## Task directions
Go through the records underneath and write each one out again exactly.

Information supplied below:

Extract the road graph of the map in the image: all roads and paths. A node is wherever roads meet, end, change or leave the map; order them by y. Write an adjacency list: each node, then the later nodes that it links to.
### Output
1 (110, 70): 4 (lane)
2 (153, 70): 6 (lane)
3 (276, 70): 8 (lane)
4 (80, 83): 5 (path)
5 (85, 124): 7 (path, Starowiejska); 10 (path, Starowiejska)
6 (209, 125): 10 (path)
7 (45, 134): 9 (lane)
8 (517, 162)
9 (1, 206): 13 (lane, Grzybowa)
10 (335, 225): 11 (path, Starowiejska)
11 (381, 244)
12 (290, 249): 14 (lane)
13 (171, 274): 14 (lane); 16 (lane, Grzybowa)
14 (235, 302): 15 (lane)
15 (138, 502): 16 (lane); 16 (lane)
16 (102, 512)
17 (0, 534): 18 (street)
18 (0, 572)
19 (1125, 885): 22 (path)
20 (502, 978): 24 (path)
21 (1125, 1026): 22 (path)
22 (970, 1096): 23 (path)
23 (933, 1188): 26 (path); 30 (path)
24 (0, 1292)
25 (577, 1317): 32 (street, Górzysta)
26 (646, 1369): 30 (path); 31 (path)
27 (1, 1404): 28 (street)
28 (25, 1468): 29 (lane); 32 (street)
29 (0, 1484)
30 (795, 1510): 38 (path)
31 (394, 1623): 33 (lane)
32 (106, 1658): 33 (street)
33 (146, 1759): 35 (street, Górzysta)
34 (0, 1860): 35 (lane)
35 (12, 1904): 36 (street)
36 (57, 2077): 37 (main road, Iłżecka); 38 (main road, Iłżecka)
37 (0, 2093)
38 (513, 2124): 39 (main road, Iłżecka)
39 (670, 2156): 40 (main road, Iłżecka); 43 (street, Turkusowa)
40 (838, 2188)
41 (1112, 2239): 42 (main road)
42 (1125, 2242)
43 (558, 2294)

End of Information supplied.

## Reply
Extract the road graph of the map in the image: all roads and paths. A node is wherever roads meet, end, change or leave the map; order them by y. Write an adjacency list: each node, then the later nodes that it links to.
### Output
1 (110, 70): 4 (lane)
2 (153, 70): 6 (lane)
3 (276, 70): 8 (lane)
4 (80, 83): 5 (path)
5 (85, 124): 7 (path, Starowiejska); 10 (path, Starowiejska)
6 (209, 125): 10 (path)
7 (45, 134): 9 (lane)
8 (517, 162)
9 (1, 206): 13 (lane, Grzybowa)
10 (335, 225): 11 (path, Starowiejska)
11 (381, 244)
12 (290, 249): 14 (lane)
13 (171, 274): 14 (lane); 16 (lane, Grzybowa)
14 (235, 302): 15 (lane)
15 (138, 502): 16 (lane); 16 (lane)
16 (102, 512)
17 (0, 534): 18 (street)
18 (0, 572)
19 (1125, 885): 22 (path)
20 (502, 978): 24 (path)
21 (1125, 1026): 22 (path)
22 (970, 1096): 23 (path)
23 (933, 1188): 26 (path); 30 (path)
24 (0, 1292)
25 (577, 1317): 32 (street, Górzysta)
26 (646, 1369): 30 (path); 31 (path)
27 (1, 1404): 28 (street)
28 (25, 1468): 29 (lane); 32 (street)
29 (0, 1484)
30 (795, 1510): 38 (path)
31 (394, 1623): 33 (lane)
32 (106, 1658): 33 (street)
33 (146, 1759): 35 (street, Górzysta)
34 (0, 1860): 35 (lane)
35 (12, 1904): 36 (street)
36 (57, 2077): 37 (main road, Iłżecka); 38 (main road, Iłżecka)
37 (0, 2093)
38 (513, 2124): 39 (main road, Iłżecka)
39 (670, 2156): 40 (main road, Iłżecka); 43 (street, Turkusowa)
40 (838, 2188)
41 (1112, 2239): 42 (main road)
42 (1125, 2242)
43 (558, 2294)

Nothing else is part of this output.